Any 'Greatest Films' list is going to court controversy. That's simply the nature of the beast. That said, a new list that's been complied asked 177 film critics to name the 100 greatest films of the 21st Century so that a whole host of modern classics could be acknowledged, instead of being relegated down because of the likes of The Godfather, Citizen Kane, It's A Wonderful Life, and Apocalypse Now.
It's not overly surprising that David Lynch's Mulholland Drive has finished top of this list. Not only is David Lynch one of the most recognized auteurs in American cinema history, providing the list with a strong link to before the 21st Century, but Mulholland Drive has been roundly celebrated as one of his finest ever films, alongside 1977's Eraserhead and 1986's Blue Velvet, while it also won Lynch the Best Director Award at that year's Cannes Film Festival and an Oscar nomination.

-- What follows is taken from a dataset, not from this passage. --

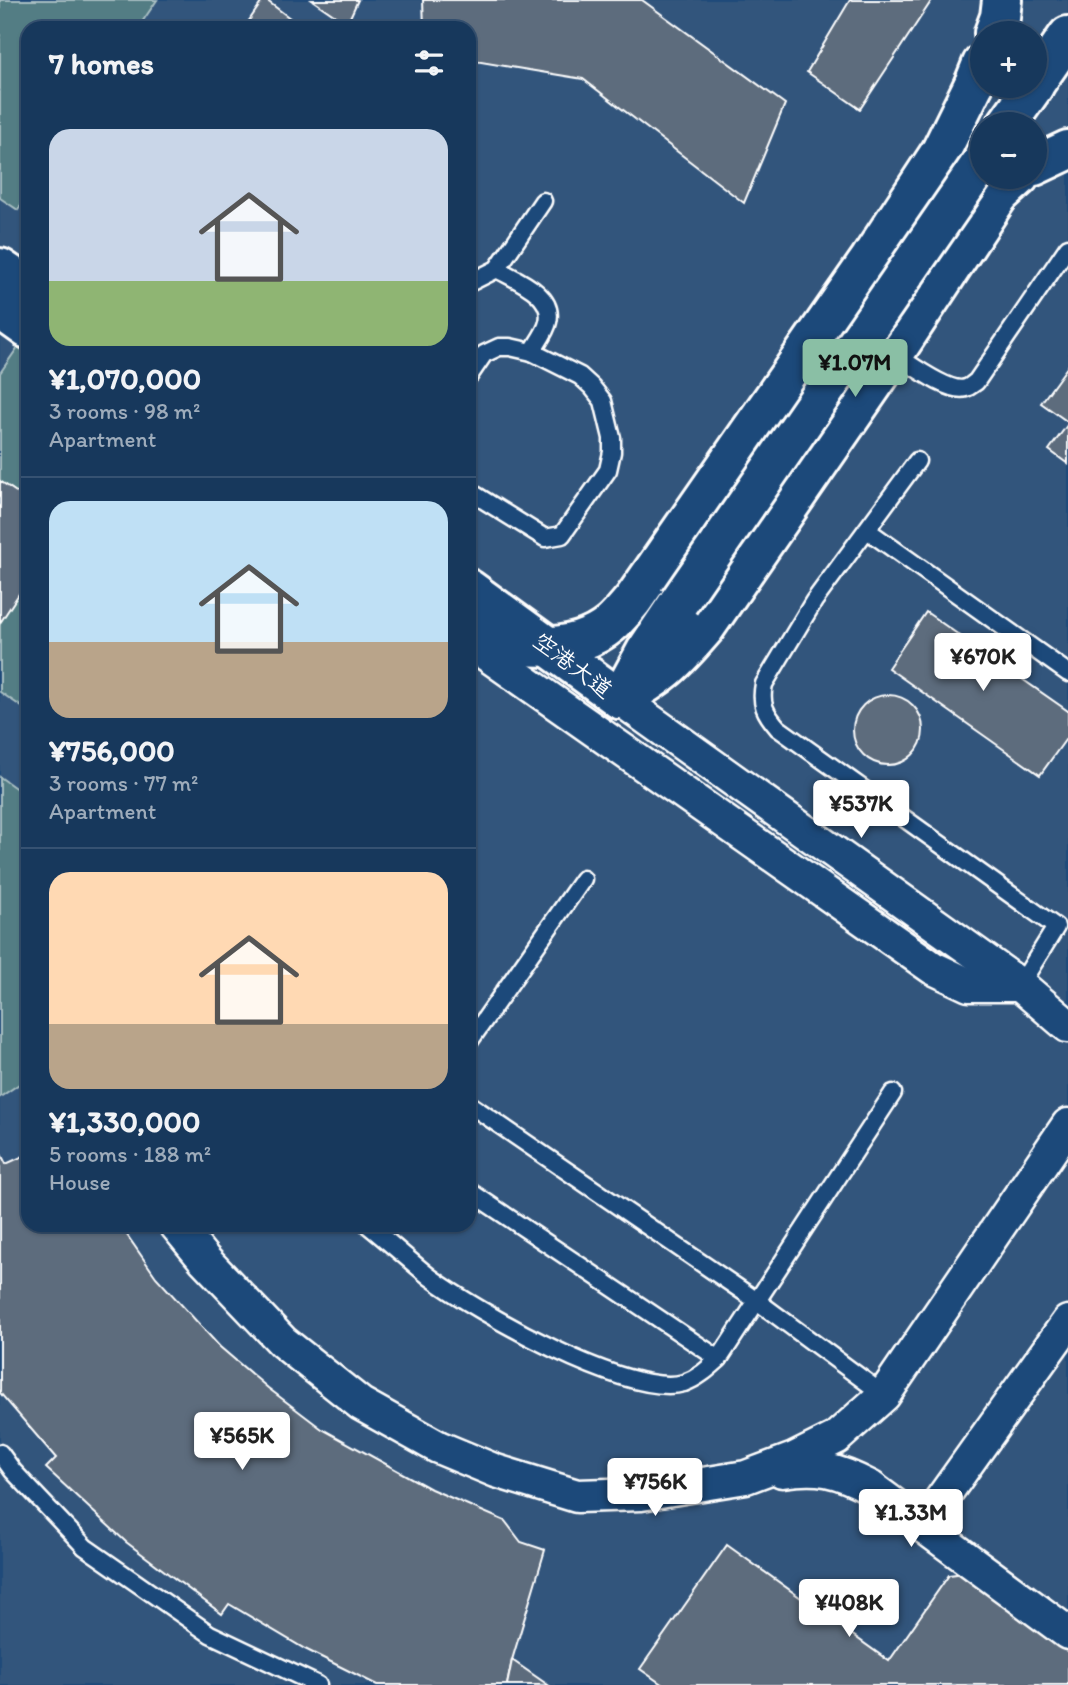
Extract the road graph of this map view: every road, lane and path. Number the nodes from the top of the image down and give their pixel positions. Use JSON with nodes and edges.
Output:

Personally I think that all three pale in comparison to The Straight Story, but I can understand why Lynch's sauntering exploration of the decrepit underbelly of Los Angeles, with its surreal and dreamlike imagery and noir tone that becomes more and hypnotic as it fearlessly meanders, came out on top.
Of course, with such a list, there's always going to startling omissions. The lack of Whiplash, Toy Story 3, Moneyball, Lord Of The Rings: The Fellowship Of The Ring, Life Of Pi, Punch Drunk Love, and Y Tu Mambien are hard to take, especially since Zero Dark Thirty, Inglorious Basterds, Under The Skin, Spring Breakers, A. I. Artificial Intelligence, Her, Spotlight and Moonrise Kingdom got in.
Don't get me wrong, most of these eight films are a delight, but not in comparison to the majesty of the eight I suggested. Except for Moonrise Kingdom. That's turgid, and is pure style over substance that encapsulates everything that's bad about Wes Anderson, which he has so far managed to avoid with all of his other films.
I'm all for the numerous nods to Pixar, David Fincher -- 12th place to Zodiac made me very happy, the Coens, The Assassination Of Jesse James By The Coward Robert Ford, and Mad Max: Fury Road, though. Since it will hopefully get moviegoers to explore the abundance of fine, modern films from American and world cinema that are hardly ever shown in multiplexes, but do pop up in sadly diminishing art house and are now available at a plethora of sources online, it's a job well done.